For this, metadata should be abbreviated in some deterministic manner, similar to what native retain()
operation from scale-info does, but harsher. This procedure should have following properties:
I propose coordinated joined action across the ecosystem to define and adopt the new standard and set of tools. This would include the following actors:
With the following roles.
We would develop, optimize, characterize and define shortening protocol and deliver its reference implementation in Rust, with support for deeply no-std systems on receiving side and at least wasm on sending side.
would implement the metadata inclusion into signature based on results of research
We expect client developers to raise their voices to propose requirements they have for this protocol and to work in conjunction with the rest of the actors listed here. Together they would prepare transition plan (could be done in stages) and implement it; some users would probably keep using legacy indefinitely unless it would be made impossible by design we come up with (which would probably be the case with metadataV15 release approaching). It is essential though that several client systems adopt this transition, as, for example, even now there is incomplete compliance with fully-featured Signer app across the ecosystem, which significantly hinders adoption.
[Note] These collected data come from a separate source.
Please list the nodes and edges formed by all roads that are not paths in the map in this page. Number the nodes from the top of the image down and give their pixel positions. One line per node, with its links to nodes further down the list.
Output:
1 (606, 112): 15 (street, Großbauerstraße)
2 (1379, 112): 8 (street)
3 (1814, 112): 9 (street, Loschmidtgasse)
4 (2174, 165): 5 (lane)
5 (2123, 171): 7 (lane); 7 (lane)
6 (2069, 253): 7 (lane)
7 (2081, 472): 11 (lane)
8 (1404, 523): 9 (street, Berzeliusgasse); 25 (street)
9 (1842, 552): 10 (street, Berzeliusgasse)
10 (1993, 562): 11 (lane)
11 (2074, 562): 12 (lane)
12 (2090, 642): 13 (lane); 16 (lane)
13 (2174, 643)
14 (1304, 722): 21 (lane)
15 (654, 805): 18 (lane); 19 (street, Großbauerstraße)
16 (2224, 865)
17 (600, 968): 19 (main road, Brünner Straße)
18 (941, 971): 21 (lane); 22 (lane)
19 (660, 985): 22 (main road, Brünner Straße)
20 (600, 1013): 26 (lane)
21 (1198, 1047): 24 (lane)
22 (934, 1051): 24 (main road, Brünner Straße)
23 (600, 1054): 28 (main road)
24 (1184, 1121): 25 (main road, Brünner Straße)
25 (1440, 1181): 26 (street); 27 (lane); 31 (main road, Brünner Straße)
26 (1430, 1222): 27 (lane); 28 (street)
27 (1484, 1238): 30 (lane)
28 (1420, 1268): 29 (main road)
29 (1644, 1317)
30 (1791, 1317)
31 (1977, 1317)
These actors should work closely with research team to confirm compatibility of the standard with specifics of hardware environment and then attempt to implement the new protocol while forbidding legacy standard altogether.
We've done some minimal analysis at the day of publishing this trying to reliably shorten metadata using basic tools. The first attempt resulted in reduction from about 200kB to about 8kB with some outdated snapshot of metadata - modern result should look even more impressive as while metadata grew significantly, the individual call-related data substructures sizes changed little.
Here I would list envisioned resources for completion of this project. Actors are welcome to add their input in comments, I'll be editing this publication as we get more information.
From Alzymologist team side, I envision that a pair of good Rust developers/researchers would require 1-2 months to perform this analysis thoroughly. There might be a need for a community manager if community proves too inert, let's measure this in this discussion thread.
Then we could make a multisignature proposal from several teams to work on this or several small Gov2-initiatives to address the project in parts, probably latter is better for simpler coordination.
I will be modifying this post to include all relevant inputs. I'll let it sit here for at least a week to refine the plan.